Task to complete: Your task is to copy each line of the records that includes the string "numbered".

*** Source data Section Begins ***

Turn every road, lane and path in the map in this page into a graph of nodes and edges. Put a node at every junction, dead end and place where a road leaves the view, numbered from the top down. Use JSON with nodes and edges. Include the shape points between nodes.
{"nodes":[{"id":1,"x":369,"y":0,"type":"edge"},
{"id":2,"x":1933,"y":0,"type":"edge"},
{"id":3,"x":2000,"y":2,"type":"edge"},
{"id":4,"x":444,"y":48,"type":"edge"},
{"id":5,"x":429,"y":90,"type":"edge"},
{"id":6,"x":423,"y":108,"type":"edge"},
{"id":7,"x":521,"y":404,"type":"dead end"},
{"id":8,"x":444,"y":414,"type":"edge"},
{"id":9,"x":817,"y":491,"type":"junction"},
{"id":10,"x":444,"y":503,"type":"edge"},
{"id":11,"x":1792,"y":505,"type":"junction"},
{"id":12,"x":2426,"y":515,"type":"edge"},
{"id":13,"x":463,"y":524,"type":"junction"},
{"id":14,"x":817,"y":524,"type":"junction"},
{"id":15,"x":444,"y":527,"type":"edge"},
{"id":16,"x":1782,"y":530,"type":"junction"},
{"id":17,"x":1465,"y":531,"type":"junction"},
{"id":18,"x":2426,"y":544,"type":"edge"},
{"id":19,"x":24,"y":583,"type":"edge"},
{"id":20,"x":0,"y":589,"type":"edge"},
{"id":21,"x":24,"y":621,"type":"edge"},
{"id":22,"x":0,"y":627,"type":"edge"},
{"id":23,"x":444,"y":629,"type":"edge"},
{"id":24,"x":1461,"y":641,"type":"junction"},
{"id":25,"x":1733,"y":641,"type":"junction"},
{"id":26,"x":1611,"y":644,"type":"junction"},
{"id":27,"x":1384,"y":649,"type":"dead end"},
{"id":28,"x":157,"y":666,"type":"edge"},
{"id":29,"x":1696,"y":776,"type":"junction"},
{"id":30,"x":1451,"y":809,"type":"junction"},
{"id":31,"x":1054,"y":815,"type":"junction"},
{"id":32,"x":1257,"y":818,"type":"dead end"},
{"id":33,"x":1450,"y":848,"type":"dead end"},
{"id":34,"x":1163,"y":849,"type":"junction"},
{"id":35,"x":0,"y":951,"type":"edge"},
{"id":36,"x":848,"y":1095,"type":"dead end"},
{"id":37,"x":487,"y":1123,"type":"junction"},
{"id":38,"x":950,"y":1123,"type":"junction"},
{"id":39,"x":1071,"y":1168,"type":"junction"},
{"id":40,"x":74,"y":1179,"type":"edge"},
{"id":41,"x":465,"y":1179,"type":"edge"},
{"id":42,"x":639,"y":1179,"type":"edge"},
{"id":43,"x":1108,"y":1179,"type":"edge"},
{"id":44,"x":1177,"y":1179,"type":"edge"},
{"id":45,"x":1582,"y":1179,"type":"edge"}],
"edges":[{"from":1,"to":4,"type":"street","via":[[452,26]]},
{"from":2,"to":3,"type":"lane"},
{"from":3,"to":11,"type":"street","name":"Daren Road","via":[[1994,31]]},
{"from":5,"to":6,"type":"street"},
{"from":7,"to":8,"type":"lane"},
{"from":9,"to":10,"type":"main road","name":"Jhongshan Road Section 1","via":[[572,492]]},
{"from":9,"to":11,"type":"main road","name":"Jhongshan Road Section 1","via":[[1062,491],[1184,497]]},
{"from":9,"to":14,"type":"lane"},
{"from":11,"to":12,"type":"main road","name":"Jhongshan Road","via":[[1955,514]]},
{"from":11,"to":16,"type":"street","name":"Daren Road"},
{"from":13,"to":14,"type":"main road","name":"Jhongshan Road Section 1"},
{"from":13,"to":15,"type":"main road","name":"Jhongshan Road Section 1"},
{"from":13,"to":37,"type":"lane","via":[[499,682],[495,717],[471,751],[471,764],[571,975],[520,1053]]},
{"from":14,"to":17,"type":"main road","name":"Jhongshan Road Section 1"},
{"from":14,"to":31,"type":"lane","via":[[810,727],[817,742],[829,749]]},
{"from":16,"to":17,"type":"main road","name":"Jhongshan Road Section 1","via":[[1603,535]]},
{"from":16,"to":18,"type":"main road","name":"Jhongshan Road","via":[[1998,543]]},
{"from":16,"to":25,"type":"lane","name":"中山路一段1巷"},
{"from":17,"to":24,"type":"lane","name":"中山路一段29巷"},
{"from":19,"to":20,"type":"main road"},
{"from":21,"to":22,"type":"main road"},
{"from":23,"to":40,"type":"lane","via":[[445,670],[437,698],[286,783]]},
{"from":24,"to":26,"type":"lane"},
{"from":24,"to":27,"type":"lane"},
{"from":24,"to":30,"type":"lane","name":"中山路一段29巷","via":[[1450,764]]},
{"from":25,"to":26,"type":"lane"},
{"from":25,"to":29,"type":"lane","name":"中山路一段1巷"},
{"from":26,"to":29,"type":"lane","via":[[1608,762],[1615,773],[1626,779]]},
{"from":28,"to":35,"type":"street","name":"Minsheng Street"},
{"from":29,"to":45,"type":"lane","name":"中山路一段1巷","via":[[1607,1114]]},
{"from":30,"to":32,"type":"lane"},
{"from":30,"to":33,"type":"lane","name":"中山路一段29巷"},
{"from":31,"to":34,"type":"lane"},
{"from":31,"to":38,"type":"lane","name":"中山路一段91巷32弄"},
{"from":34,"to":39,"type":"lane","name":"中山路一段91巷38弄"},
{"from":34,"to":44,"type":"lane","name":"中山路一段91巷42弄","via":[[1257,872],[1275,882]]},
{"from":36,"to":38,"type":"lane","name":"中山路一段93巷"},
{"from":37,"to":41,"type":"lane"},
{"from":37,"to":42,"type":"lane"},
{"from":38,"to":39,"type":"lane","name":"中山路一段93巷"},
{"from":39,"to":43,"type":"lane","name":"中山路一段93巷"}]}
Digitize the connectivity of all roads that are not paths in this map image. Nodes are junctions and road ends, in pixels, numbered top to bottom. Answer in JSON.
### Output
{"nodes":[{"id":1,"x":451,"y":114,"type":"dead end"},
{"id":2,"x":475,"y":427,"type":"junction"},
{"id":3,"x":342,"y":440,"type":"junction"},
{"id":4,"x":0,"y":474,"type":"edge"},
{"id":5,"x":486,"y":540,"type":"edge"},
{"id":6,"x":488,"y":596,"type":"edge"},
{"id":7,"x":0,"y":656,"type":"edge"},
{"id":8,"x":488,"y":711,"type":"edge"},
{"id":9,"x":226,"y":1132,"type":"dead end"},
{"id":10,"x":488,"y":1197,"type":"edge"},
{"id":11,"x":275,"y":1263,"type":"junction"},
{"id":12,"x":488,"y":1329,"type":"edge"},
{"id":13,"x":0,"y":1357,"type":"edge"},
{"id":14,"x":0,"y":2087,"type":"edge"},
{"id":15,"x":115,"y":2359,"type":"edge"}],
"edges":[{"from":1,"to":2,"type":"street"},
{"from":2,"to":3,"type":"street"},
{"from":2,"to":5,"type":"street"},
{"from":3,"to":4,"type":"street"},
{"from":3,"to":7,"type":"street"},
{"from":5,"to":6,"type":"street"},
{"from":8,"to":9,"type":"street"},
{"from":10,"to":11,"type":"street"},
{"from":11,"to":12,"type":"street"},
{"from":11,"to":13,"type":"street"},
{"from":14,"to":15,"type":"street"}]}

*** Source data Section Ends ***

Finished exercise:
Turn every road, lane and path in the map in this page into a graph of nodes and edges. Put a node at every junction, dead end and place where a road leaves the view, numbered from the top down. Use JSON with nodes and edges. Include the shape points between nodes.
Digitize the connectivity of all roads that are not paths in this map image. Nodes are junctions and road ends, in pixels, numbered top to bottom. Answer in JSON.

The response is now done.